A DIRIGERE il capolavoro di Strauss è Axel Kober, specialista wagneriano, che contiene meticolosamente i suoni, alla ricerca di un nitore che imbriglia gli infiniti colori che da quella partitura si possono cavare, sfumando le dissonanze e le sospensioni armoniche con cui il compositore cominciava a disgregare le codificazioni tradizionali della musica tonale. Nel cast, superbo, spicca Vida Mikneviciute al debutto scaligero, che dà corpo e voce, il primo acerbamente sinuoso e la seconda abbondante e duttile, a una Salome memorabile; accanto a lei Wolfgang Ablinger-Sperrhacke, un Erode laido ed effeminato, e Linda Watson, una Erodiade matronale e sguaiata, che sembrano usciti dal banchetto di Trimalcione nel Satyricon di Fellini; Michael Volle scolpisce un Giovanni Battista grottesco mettendoci di fronte, invece che all’angelo liberty dalla cui bellezza e gioventù Salome è attratta, un vecchio flaccido e sudicio, sorta di materializzazione di un immaginario erotico che feticizza il brutto e lo sporco; convincente anche il Narraboth di Sebastian Kohlhepp, creatura delicata e allo stesso tempo potente.

DAMIANO MICHIELETTO conferma sempre più la sua idea oblativa di regia e legge il testo esplorandone gli interstizi, auscultandone i silenzi, cercando di riportare alla luce gli elementi rimossi della vicenda, quelli che Oscar Wilde (della cui tragedia il libretto si limita a fornire una versione tedesca) avrebbe evidenziato se avesse potuto leggere Sigmund Freud, con il quale lo stesso Strauss farà i conti di lì a poco mettendo in musica i libretti di Hugo von Hofmannsthal, freudiano della prima ora: la sessualità, il parricidio, l’incesto, la pulsione di morte.
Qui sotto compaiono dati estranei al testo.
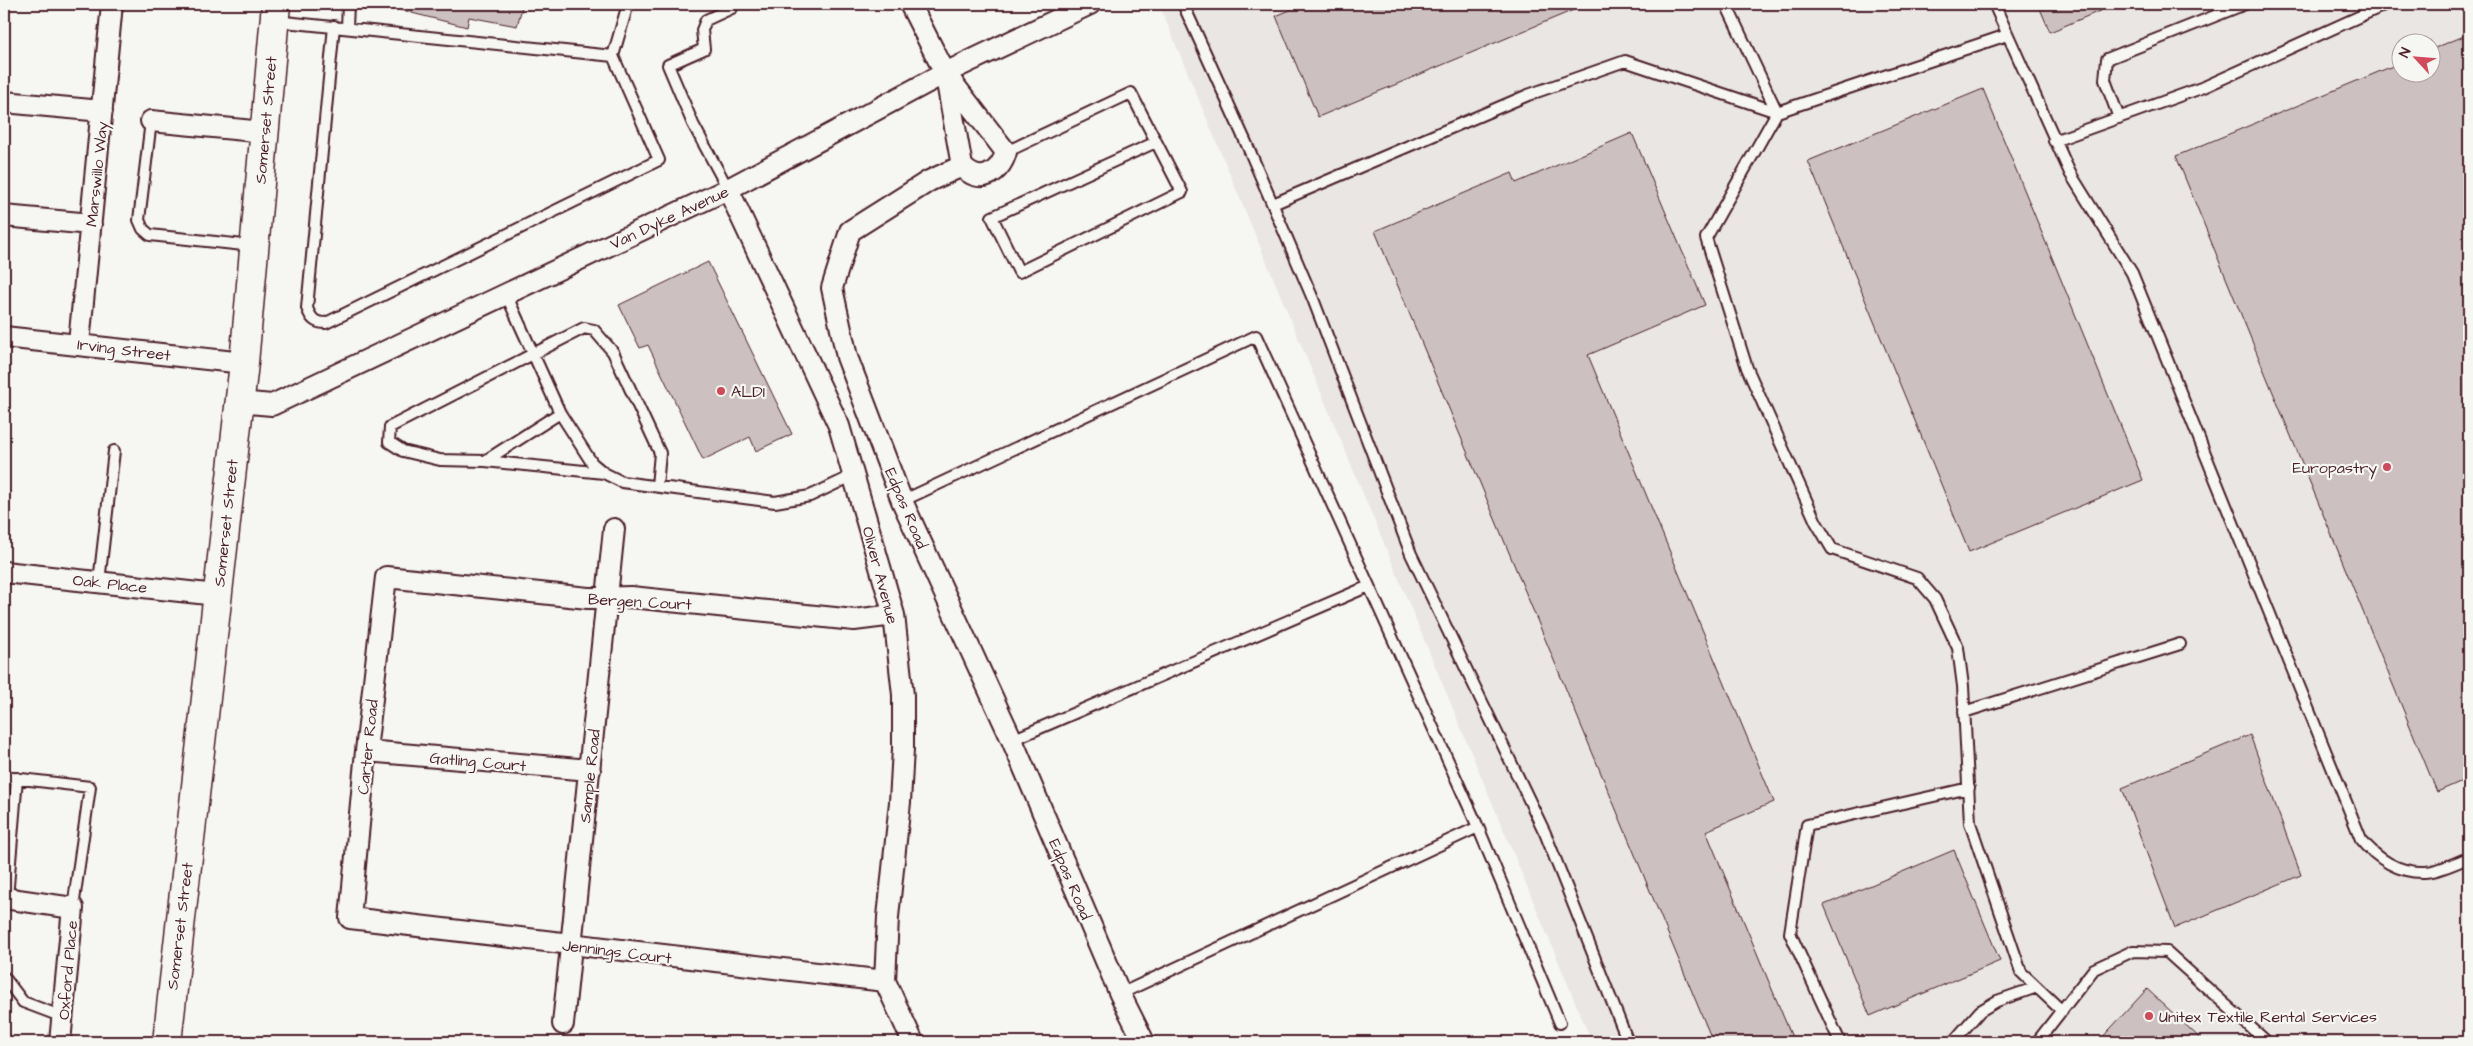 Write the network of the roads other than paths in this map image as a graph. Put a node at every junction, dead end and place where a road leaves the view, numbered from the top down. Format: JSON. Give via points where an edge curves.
{"nodes":[{"id":1,"x":112,"y":4,"type":"edge"},
{"id":2,"x":348,"y":4,"type":"edge"},
{"id":3,"x":628,"y":4,"type":"edge"},
{"id":4,"x":730,"y":4,"type":"edge"},
{"id":5,"x":910,"y":4,"type":"edge"},
{"id":6,"x":1090,"y":4,"type":"edge"},
{"id":7,"x":1183,"y":4,"type":"edge"},
{"id":8,"x":1726,"y":4,"type":"edge"},
{"id":9,"x":1994,"y":4,"type":"edge"},
{"id":10,"x":2245,"y":4,"type":"edge"},
{"id":11,"x":2387,"y":4,"type":"edge"},
{"id":12,"x":275,"y":12,"type":"edge"},
{"id":13,"x":334,"y":26,"type":"junction"},
{"id":14,"x":346,"y":28,"type":"junction"},
{"id":15,"x":2007,"y":35,"type":"junction"},
{"id":16,"x":613,"y":56,"type":"junction"},
{"id":17,"x":945,"y":72,"type":"junction"},
{"id":18,"x":4,"y":102,"type":"edge"},
{"id":19,"x":102,"y":111,"type":"junction"},
{"id":20,"x":1777,"y":112,"type":"junction"},
{"id":21,"x":2119,"y":118,"type":"junction"},
{"id":22,"x":151,"y":121,"type":"joint"},
{"id":23,"x":264,"y":132,"type":"junction"},
{"id":24,"x":2054,"y":141,"type":"junction"},
{"id":25,"x":1156,"y":142,"type":"junction"},
{"id":26,"x":1006,"y":152,"type":"junction"},
{"id":27,"x":962,"y":166,"type":"junction"},
{"id":28,"x":728,"y":189,"type":"junction"},
{"id":29,"x":1273,"y":204,"type":"junction"},
{"id":30,"x":4,"y":216,"type":"edge"},
{"id":31,"x":91,"y":224,"type":"junction"},
{"id":32,"x":254,"y":246,"type":"junction"},
{"id":33,"x":506,"y":294,"type":"junction"},
{"id":34,"x":4,"y":337,"type":"edge"},
{"id":35,"x":79,"y":343,"type":"junction"},
{"id":36,"x":534,"y":353,"type":"junction"},
{"id":37,"x":244,"y":363,"type":"junction"},
{"id":38,"x":238,"y":402,"type":"junction"},
{"id":39,"x":560,"y":413,"type":"junction"},
{"id":40,"x":114,"y":451,"type":"dead end"},
{"id":41,"x":485,"y":461,"type":"junction"},
{"id":42,"x":604,"y":473,"type":"junction"},
{"id":43,"x":854,"y":474,"type":"junction"},
{"id":44,"x":657,"y":486,"type":"junction"},
{"id":45,"x":902,"y":501,"type":"junction"},
{"id":46,"x":614,"y":529,"type":"dead end"},
{"id":47,"x":4,"y":572,"type":"edge"},
{"id":48,"x":386,"y":577,"type":"joint"},
{"id":49,"x":99,"y":582,"type":"junction"},
{"id":50,"x":1369,"y":586,"type":"junction"},
{"id":51,"x":217,"y":595,"type":"junction"},
{"id":52,"x":608,"y":598,"type":"junction"},
{"id":53,"x":894,"y":615,"type":"junction"},
{"id":54,"x":2180,"y":644,"type":"dead end"},
{"id":55,"x":1964,"y":712,"type":"junction"},
{"id":56,"x":1012,"y":740,"type":"junction"},
{"id":57,"x":366,"y":751,"type":"junction"},
{"id":58,"x":590,"y":770,"type":"junction"},
{"id":59,"x":4,"y":777,"type":"edge"},
{"id":60,"x":18,"y":778,"type":"junction"},
{"id":61,"x":1969,"y":788,"type":"junction"},
{"id":62,"x":1478,"y":828,"type":"junction"},
{"id":63,"x":2469,"y":858,"type":"edge"},
{"id":64,"x":5,"y":898,"type":"edge"},
{"id":65,"x":73,"y":908,"type":"junction"},
{"id":66,"x":350,"y":918,"type":"joint"},
{"id":67,"x":571,"y":946,"type":"junction"},
{"id":68,"x":4,"y":977,"type":"edge"},
{"id":69,"x":885,"y":981,"type":"junction"},
{"id":70,"x":2037,"y":988,"type":"junction"},
{"id":71,"x":1120,"y":994,"type":"junction"},
{"id":72,"x":2062,"y":1011,"type":"junction"},
{"id":73,"x":63,"y":1017,"type":"junction"},
{"id":74,"x":1560,"y":1023,"type":"dead end"},
{"id":75,"x":563,"y":1024,"type":"dead end"},
{"id":76,"x":60,"y":1042,"type":"edge"},
{"id":77,"x":167,"y":1042,"type":"edge"},
{"id":78,"x":913,"y":1042,"type":"edge"},
{"id":79,"x":1144,"y":1042,"type":"edge"},
{"id":80,"x":1628,"y":1042,"type":"edge"},
{"id":81,"x":1840,"y":1042,"type":"edge"},
{"id":82,"x":1953,"y":1042,"type":"edge"},
{"id":83,"x":2037,"y":1042,"type":"edge"},
{"id":84,"x":2267,"y":1042,"type":"edge"}],
"edges":[{"from":1,"to":19,"type":"street","name":"Marswillo Way"},
{"from":2,"to":14,"type":"lane"},
{"from":3,"to":16,"type":"lane"},
{"from":4,"to":28,"type":"lane","via":[[732,8],[706,20],[702,30],[704,49],[668,65],[693,124]]},
{"from":5,"to":17,"type":"street"},
{"from":6,"to":17,"type":"street","name":"Van Dyke Avenue"},
{"from":7,"to":29,"type":"lane"},
{"from":8,"to":20,"type":"lane"},
{"from":9,"to":15,"type":"lane"},
{"from":10,"to":21,"type":"lane","via":[[2107,59],[2105,80]]},
{"from":11,"to":21,"type":"lane","via":[[2204,87]]},
{"from":12,"to":13,"type":"lane"},
{"from":12,"to":23,"type":"main road","name":"Somerset Street"},
{"from":13,"to":14,"type":"lane"},
{"from":13,"to":16,"type":"lane","via":[[307,308],[310,316],[319,323],[326,323],[659,160]]},
{"from":14,"to":16,"type":"lane"},
{"from":15,"to":20,"type":"lane"},
{"from":15,"to":24,"type":"lane"},
{"from":17,"to":26,"type":"street"},
{"from":17,"to":27,"type":"street"},
{"from":17,"to":28,"type":"street","name":"Van Dyke Avenue"},
{"from":18,"to":19,"type":"street"},
{"from":19,"to":31,"type":"street","name":"Marswillo Way"},
{"from":20,"to":29,"type":"lane","via":[[1625,61],[1528,95]]},
{"from":20,"to":55,"type":"lane","via":[[1706,238],[1747,368],[1816,522],[1832,549],[1917,578],[1935,599],[1958,648]]},
{"from":21,"to":24,"type":"lane"},
{"from":22,"to":23,"type":"street"},
{"from":22,"to":32,"type":"lane","via":[[139,220],[143,229],[150,235]]},
{"from":23,"to":32,"type":"main road","name":"Somerset Street"},
{"from":24,"to":63,"type":"lane","via":[[2070,173],[2132,273],[2361,839],[2373,854],[2408,870],[2426,872]]},
{"from":25,"to":25,"type":"lane","via":[[1182,192],[1019,272],[992,217]]},
{"from":25,"to":26,"type":"lane","via":[[1132,93]]},
{"from":26,"to":27,"type":"street","via":[[1001,164],[983,177],[974,176]]},
{"from":27,"to":45,"type":"street","name":"Edpas Road","via":[[929,181],[850,231],[832,288],[847,357]]},
{"from":28,"to":33,"type":"street","name":"Van Dyke Avenue"},
{"from":28,"to":43,"type":"street","name":"Oliver Avenue","via":[[839,426]]},
{"from":29,"to":80,"type":"lane","via":[[1314,299],[1411,554],[1545,833]]},
{"from":30,"to":31,"type":"street"},
{"from":31,"to":35,"type":"street","name":"Marswillo Way"},
{"from":32,"to":37,"type":"main road","name":"Somerset Street"},
{"from":33,"to":36,"type":"lane"},
{"from":33,"to":38,"type":"street","name":"Van Dyke Avenue","via":[[272,405]]},
{"from":34,"to":35,"type":"street","name":"Irving Street"},
{"from":35,"to":37,"type":"street","name":"Irving Street"},
{"from":36,"to":39,"type":"lane"},
{"from":36,"to":41,"type":"lane","via":[[390,427],[389,442],[403,451],[440,460]]},
{"from":36,"to":44,"type":"lane","via":[[584,328],[594,330],[613,352],[660,453]]},
{"from":37,"to":38,"type":"main road","name":"Somerset Street"},
{"from":38,"to":51,"type":"main road","name":"Somerset Street"},
{"from":39,"to":41,"type":"lane"},
{"from":39,"to":42,"type":"lane","via":[[592,463]]},
{"from":40,"to":49,"type":"lane"},
{"from":41,"to":42,"type":"lane"},
{"from":42,"to":44,"type":"lane","via":[[622,482]]},
{"from":43,"to":44,"type":"lane","via":[[810,496],[774,502]]},
{"from":43,"to":53,"type":"street","name":"Oliver Avenue"},
{"from":45,"to":50,"type":"lane","via":[[1256,336]]},
{"from":45,"to":56,"type":"street","name":"Edpas Road"},
{"from":46,"to":52,"type":"street","name":"Sample Road"},
{"from":47,"to":49,"type":"street","name":"Oak Place"},
{"from":48,"to":52,"type":"street","name":"Bergen Court"},
{"from":48,"to":57,"type":"street","name":"Carter Road"},
{"from":49,"to":51,"type":"street","name":"Oak Place"},
{"from":50,"to":56,"type":"lane"},
{"from":50,"to":62,"type":"lane"},
{"from":51,"to":77,"type":"main road","name":"Somerset Street"},
{"from":52,"to":53,"type":"street","name":"Bergen Court","via":[[631,597],[854,620]]},
{"from":52,"to":58,"type":"street","name":"Sample Road"},
{"from":53,"to":69,"type":"street","name":"Oliver Avenue","via":[[903,695],[903,749]]},
{"from":54,"to":55,"type":"lane"},
{"from":55,"to":61,"type":"lane"},
{"from":56,"to":71,"type":"street","name":"Edpas Road"},
{"from":57,"to":58,"type":"street","name":"Gatling Court"},
{"from":57,"to":66,"type":"street","name":"Carter Road"},
{"from":58,"to":67,"type":"street","name":"Sample Road"},
{"from":59,"to":60,"type":"lane"},
{"from":60,"to":64,"type":"lane"},
{"from":60,"to":65,"type":"lane","via":[[90,787]]},
{"from":61,"to":70,"type":"lane","via":[[1970,823],[2021,972]]},
{"from":61,"to":81,"type":"lane","via":[[1807,826],[1790,933]]},
{"from":62,"to":71,"type":"lane"},
{"from":62,"to":74,"type":"lane"},
{"from":64,"to":65,"type":"street","name":"Oxford Place"},
{"from":65,"to":73,"type":"street","name":"Oxford Place"},
{"from":66,"to":67,"type":"street","name":"Jennings Court"},
{"from":67,"to":69,"type":"street","name":"Jennings Court"},
{"from":67,"to":75,"type":"street","name":"Sample Road"},
{"from":68,"to":73,"type":"lane","via":[[23,1002]]},
{"from":69,"to":78,"type":"street","name":"Oliver Avenue"},
{"from":70,"to":72,"type":"lane"},
{"from":70,"to":82,"type":"lane","via":[[1998,1001],[1980,1011]]},
{"from":71,"to":79,"type":"street","name":"Edpas Road"},
{"from":72,"to":83,"type":"lane"},
{"from":72,"to":84,"type":"lane","via":[[2094,970],[2133,951],[2168,952]]},
{"from":73,"to":76,"type":"street","name":"Oxford Place"}]}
Coagulati in singolari reminiscenze shakespeariane, questi temi si solidificano nelle scenografie mozzafiato di Paolo Fantin, che, anche grazie alle luci di Alessandro Carletti, creano uno spazio plurimo in cui la dialettica alto/basso e davanti/dietro riproduce la topografia freudiana di una psiche: la scena vera e propria è il luogo per eccellenza dell’Io, teatro del narcisismo inarrestabile di Salome; il fondo, separato dalla scena grazie a due pannelli che si aprono/chiudono su uno spazio da cui emergono i padri (Erode Antipa vivo ed Erode Filippo morto), si configura come il luogo del Super Io, che dell’autorità paterna è una concrezione; il pozzo sottostante la scena, infestato da un desiderio tanto più forte quanto più frustrato, quello per il casto Giovanni Battista, che si nega provocando l’ira vendicativa di Salome, descrive lo spazio di un inconscio (Es) che non ammette di non essere soddisfatto.